| Task |
Using the records below, please work out how many lines contain "Joaquim"; answer with the number alone.

| Given entries |
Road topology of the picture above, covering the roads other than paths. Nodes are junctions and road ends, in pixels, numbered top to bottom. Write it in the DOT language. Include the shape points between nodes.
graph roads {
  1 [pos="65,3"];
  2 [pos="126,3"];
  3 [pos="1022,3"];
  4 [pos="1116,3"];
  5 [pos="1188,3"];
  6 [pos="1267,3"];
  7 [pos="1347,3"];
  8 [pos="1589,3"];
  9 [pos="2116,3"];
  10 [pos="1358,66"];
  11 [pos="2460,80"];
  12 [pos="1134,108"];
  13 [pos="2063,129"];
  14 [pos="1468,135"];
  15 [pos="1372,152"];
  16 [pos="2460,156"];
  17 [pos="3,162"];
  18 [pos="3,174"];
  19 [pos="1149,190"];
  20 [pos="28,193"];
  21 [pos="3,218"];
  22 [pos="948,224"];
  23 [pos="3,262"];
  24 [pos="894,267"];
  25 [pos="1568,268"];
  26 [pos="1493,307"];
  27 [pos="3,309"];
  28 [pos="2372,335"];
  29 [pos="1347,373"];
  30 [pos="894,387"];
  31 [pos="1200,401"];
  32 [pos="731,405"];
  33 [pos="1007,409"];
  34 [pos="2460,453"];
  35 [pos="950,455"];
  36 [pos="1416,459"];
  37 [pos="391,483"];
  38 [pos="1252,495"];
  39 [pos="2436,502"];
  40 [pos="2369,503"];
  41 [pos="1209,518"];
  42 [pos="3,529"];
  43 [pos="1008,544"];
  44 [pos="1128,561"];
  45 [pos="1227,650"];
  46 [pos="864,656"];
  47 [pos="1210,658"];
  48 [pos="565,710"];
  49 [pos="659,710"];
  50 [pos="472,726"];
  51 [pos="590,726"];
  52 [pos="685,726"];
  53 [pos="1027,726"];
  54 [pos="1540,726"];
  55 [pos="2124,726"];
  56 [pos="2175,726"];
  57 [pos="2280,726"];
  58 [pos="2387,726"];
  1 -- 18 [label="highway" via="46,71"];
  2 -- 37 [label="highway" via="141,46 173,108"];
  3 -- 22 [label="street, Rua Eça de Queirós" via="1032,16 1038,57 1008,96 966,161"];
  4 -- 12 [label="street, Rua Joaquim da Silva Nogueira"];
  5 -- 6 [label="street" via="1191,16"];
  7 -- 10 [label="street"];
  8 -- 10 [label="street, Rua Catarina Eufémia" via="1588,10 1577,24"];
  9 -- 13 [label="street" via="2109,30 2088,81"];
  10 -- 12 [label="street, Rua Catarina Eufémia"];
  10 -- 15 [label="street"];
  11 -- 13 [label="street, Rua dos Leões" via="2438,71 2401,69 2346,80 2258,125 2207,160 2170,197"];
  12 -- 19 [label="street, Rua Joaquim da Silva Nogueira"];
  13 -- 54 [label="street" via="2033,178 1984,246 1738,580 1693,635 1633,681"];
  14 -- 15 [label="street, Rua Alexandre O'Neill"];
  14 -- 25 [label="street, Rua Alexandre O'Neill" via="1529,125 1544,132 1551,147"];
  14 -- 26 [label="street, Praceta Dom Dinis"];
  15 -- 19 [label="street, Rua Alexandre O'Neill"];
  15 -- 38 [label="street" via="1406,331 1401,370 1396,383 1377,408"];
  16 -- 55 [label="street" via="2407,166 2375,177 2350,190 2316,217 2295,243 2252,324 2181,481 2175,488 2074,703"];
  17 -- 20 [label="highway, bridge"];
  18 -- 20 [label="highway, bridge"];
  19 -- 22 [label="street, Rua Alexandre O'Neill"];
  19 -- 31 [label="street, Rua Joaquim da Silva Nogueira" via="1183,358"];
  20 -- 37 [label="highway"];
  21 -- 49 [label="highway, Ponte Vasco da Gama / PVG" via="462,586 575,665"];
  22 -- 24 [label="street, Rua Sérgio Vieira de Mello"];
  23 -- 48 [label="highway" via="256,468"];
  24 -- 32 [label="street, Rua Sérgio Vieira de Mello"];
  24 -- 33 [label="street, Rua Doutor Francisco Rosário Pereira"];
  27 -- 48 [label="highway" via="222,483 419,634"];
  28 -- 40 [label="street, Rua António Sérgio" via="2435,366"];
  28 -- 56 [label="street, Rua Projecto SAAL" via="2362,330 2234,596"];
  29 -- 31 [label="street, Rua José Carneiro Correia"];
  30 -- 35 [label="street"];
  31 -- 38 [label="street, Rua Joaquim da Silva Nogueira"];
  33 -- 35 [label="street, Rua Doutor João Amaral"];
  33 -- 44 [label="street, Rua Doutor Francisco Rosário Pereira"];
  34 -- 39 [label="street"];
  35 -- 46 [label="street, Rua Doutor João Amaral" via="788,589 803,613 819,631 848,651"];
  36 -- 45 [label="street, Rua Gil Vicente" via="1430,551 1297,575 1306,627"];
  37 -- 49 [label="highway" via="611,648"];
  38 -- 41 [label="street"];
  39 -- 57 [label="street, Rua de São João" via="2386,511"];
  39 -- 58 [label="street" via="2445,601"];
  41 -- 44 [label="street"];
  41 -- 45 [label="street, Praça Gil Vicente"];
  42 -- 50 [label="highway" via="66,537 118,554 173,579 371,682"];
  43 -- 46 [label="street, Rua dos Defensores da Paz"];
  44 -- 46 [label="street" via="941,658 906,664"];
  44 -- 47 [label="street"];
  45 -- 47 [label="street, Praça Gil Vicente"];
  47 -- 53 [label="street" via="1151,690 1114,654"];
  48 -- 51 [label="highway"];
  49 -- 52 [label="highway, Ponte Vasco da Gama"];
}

| Response to the task |
4